6 million people will now have to work a further year.
The Westminster Government announced on 19 July that it is to increase the pension age to 68, between 2037 to 2039, affecting 6 million people who will now have to work a further year.
The announcement brings forward by 7 years the date of introducing a state pension age of 68, impacting on those born between 6 April 1970 and 5 April 1978. It will have no impact on those born before 5 April 1970, however for those born after 6 April 1978 further increases to their pension age are inevitable based on this latest Government report.
The Government intends legislating for this change in 2023, when the next review of State Pension Age will be completed.

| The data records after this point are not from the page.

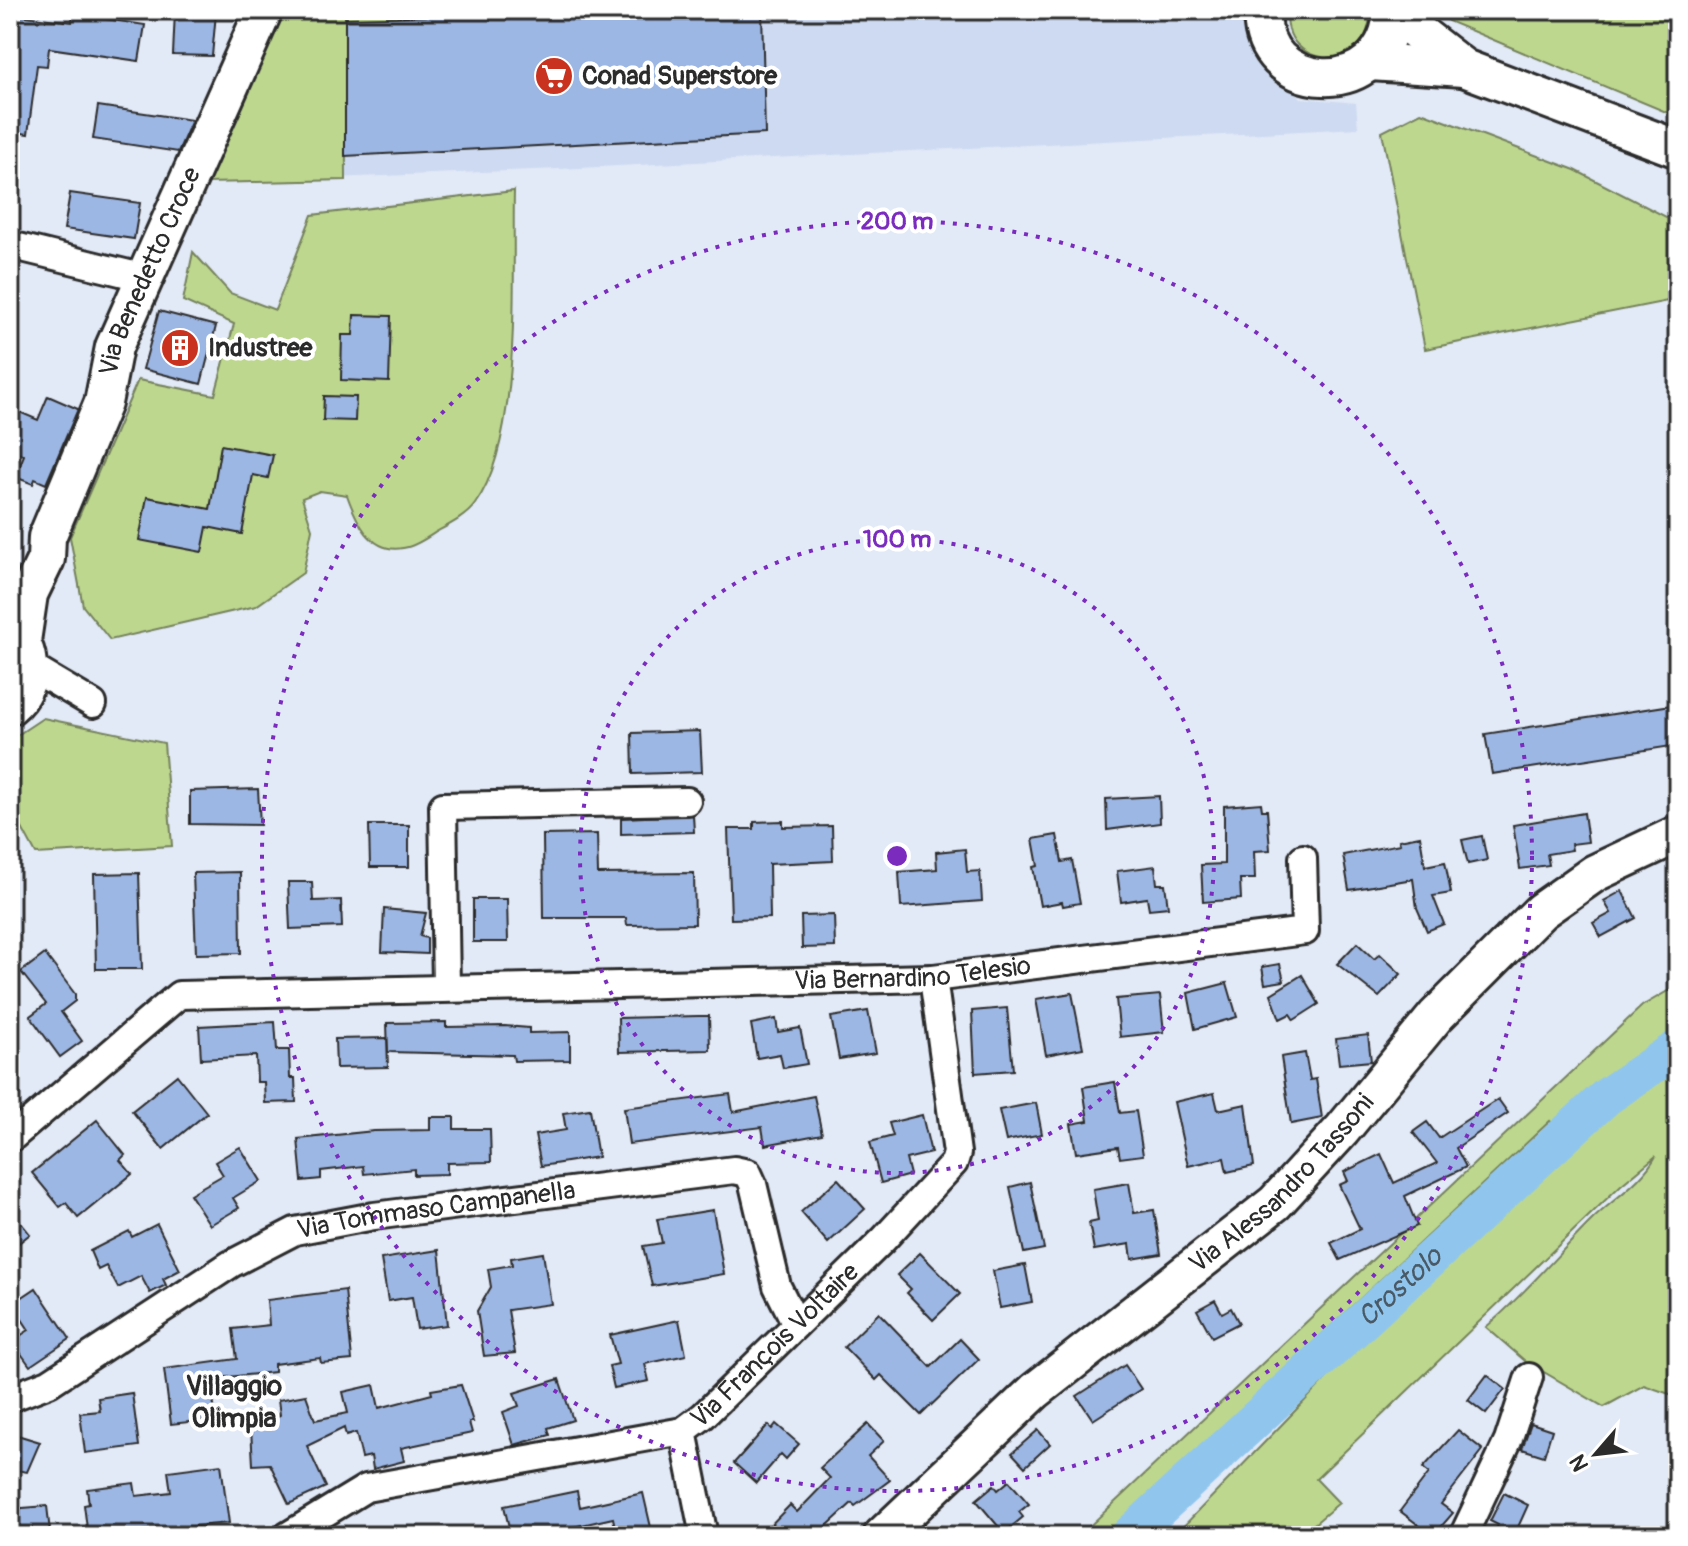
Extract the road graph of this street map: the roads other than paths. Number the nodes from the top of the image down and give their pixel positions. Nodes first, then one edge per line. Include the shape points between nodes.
1 (264, 10) edge
2 (1392, 11) edge
3 (1259, 12) edge
4 (1370, 62) junction
5 (1464, 68) junction
6 (1678, 149) edge
7 (10, 245) edge
8 (145, 282) junction
9 (47, 537) junction
10 (10, 589) edge
11 (19, 666) edge
12 (687, 801) dead end
13 (1678, 834) edge
14 (1303, 858) dead end
15 (933, 978) junction
16 (446, 987) junction
17 (10, 1139) edge
18 (795, 1322) junction
19 (1529, 1377) dead end
20 (10, 1398) edge
21 (683, 1431) junction
22 (287, 1536) edge
23 (704, 1536) edge
24 (882, 1536) edge
25 (1463, 1536) edge

1 - 8 street, Via Benedetto Croce
2 - 4 street via 1383,48
2 - 5 street
3 - 4 street via 1275,52 1305,75 1342,77
4 - 5 street
5 - 6 street
7 - 8 street
8 - 9 street, Via Benedetto Croce via 110,357 103,403
9 - 10 street, Via Benedetto Croce
9 - 11 street, Via Benedetto Croce via 46,559 29,594
12 - 16 street via 443,806
13 - 24 street, Via Alessandro Tassoni via 1605,867 1541,911 1436,1016 1275,1203 1035,1391
14 - 15 street, Via Bernardino Telesio via 1305,931
15 - 16 street, Via Bernardino Telesio
15 - 18 street, Via François Voltaire via 957,1153 954,1163 883,1240
16 - 17 street, Via Bernardino Telesio via 179,995
18 - 20 street, Via Tommaso Campanella via 777,1286 753,1184 748,1173 734,1170 295,1231 231,1264 49,1383
18 - 21 street, Via François Voltaire via 725,1397
19 - 25 street via 1508,1441
21 - 22 street, Via François Voltaire via 366,1488
21 - 23 street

A move to 68 will save the Government £74 billion by 2045/46 and see the cost of State Pension provision reduced by 2039/40 from 6.5% to 6.1% of GDP. These savings will be added to as they do not include the cost savings from public service pension schemes that have a link between normal retirement age and state pension age, which is the majority of public service schemes in which NIPSA members are enrolled.
The Government claims that the change is necessary due to continued improvements in life expectancy, but this is not accurate as this week the Marmot Report concluded a significant decrease in life expectancy improvements.
The Government Report clearly signals that age 68 is just a stepping stone to 70+ becoming the pension age. It states the next rise (68) will not bring the preferred percentage (32%) in receipt of state pension to the target and therefore will need to carefully consider when it can be achieved. For those born after 6 April 1978 this could see either a more rapid increase in increasing the age for pension or rather than has been the practice of a 1 year stepped increase using two or more years. The report considers the one year at a time increase to be too restrictive.
As referred to above the increase in the state pension age also impacts on public service pension schemes, as post the Hutton reforms with one or two exceptions public servants age of retirement is linked to the state pension age.
The decision to not bring legislation forward to enact the changes within this Parliament demonstrates yet again the fragility of the current Westminster Government. Members should make it clear to their MP their opposition to the proposed change.